INSAIT, part of Sofia University “St. Kliment Ohridski” announced StateSpaceDiffuser, a new diffusion-based world model that achieves substantial improvements in spatial and temporal consistency, has been accepted for presentation at NeurIPS 2025 - one of the world’s leading conferences in artificial intelligence, taking place this December in San Diego, USA.
Modern video diffusion models often struggle to maintain context over time, causing inconsistencies in scene structure and object placement. StateSpaceDiffuser addresses this challenge by combining diffusion modeling with a state-space architecture, enabling the system to retain information across frames and generate coherent, high-quality video sequences. Experiments demonstrate that the model maintains an order of magnitude longer temporal context than standard diffusion-based world models, while requiring minimal additional computation.

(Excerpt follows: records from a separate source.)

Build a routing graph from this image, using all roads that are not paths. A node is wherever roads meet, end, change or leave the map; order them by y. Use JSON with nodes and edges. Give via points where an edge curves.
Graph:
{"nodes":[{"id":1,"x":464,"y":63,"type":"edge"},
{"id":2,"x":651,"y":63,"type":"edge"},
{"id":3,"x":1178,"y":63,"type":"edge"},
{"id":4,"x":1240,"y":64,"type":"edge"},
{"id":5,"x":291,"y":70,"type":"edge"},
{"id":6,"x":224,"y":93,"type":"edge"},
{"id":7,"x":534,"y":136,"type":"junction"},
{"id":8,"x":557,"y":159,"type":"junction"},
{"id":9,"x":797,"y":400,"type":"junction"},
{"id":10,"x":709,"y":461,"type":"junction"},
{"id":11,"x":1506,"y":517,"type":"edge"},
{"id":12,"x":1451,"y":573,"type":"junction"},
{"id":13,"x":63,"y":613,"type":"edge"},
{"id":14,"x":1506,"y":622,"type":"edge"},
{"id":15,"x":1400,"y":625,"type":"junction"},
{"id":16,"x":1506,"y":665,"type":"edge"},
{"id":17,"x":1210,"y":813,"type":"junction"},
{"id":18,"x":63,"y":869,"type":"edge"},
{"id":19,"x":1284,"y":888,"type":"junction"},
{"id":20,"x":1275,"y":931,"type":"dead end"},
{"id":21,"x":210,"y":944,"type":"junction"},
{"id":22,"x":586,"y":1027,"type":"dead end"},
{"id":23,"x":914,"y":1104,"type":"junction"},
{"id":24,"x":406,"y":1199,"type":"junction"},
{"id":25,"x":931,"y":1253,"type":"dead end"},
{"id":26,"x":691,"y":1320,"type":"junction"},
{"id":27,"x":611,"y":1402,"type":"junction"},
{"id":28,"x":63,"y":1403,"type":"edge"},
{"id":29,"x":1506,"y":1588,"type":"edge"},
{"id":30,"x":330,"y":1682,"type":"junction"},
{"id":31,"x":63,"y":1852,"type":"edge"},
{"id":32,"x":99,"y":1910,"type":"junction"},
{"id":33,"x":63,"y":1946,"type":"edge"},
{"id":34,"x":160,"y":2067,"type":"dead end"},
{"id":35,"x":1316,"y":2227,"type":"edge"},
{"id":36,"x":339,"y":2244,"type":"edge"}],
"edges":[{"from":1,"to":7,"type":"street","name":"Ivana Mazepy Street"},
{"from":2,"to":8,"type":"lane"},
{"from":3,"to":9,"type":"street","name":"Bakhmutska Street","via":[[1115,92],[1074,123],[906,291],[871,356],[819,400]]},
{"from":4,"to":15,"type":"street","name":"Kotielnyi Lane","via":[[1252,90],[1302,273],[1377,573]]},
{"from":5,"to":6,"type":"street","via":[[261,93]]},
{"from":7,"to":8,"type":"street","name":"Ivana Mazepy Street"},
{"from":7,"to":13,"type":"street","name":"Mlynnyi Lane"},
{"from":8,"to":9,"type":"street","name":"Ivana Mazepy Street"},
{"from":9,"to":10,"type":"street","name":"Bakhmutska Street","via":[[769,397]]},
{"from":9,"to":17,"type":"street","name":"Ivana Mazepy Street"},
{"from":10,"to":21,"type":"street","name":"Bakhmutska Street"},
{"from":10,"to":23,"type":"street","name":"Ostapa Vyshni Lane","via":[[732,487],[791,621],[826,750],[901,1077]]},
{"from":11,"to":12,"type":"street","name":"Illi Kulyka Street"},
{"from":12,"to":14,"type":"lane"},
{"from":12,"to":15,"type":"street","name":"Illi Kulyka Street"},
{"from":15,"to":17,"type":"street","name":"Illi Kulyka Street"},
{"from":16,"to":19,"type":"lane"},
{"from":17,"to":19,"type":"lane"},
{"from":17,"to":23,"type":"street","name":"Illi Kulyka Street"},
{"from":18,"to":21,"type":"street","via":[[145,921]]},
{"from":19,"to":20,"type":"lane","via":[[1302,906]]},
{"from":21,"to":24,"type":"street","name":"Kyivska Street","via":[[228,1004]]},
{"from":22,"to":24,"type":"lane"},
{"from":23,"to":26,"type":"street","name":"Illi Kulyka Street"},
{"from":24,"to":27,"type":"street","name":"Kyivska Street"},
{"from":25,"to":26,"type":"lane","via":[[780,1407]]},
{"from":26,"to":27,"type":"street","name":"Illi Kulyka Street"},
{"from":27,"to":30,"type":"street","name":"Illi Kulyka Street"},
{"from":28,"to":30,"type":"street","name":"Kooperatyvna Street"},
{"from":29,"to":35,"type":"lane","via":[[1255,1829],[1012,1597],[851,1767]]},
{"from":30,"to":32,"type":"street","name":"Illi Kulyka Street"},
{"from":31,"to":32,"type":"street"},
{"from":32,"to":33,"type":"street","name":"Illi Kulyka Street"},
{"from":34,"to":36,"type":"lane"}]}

The work also introduces a new methodology for evaluating temporal consistency. Across extensive 2D and 3D benchmarks, StateSpaceDiffuser consistently outperforms existing approaches, delivering significantly improved stability and scene understanding.
This achievement contributes to a record year for INSAIT at NeurIPS. A total of six papers from INSAIT researchers have been accepted for NeurIPS 2025 - four in the main track and two in workshops, underscoring Bulgaria’s growing presence among Europe’s leading AI research centers.
Authors of the paper are Nedko Savov, Naser Kazemi, Deheng Zhang, Dr. Danda Pani Paudel, Dr. Xi Wang, and Prof. Luc Van Gool.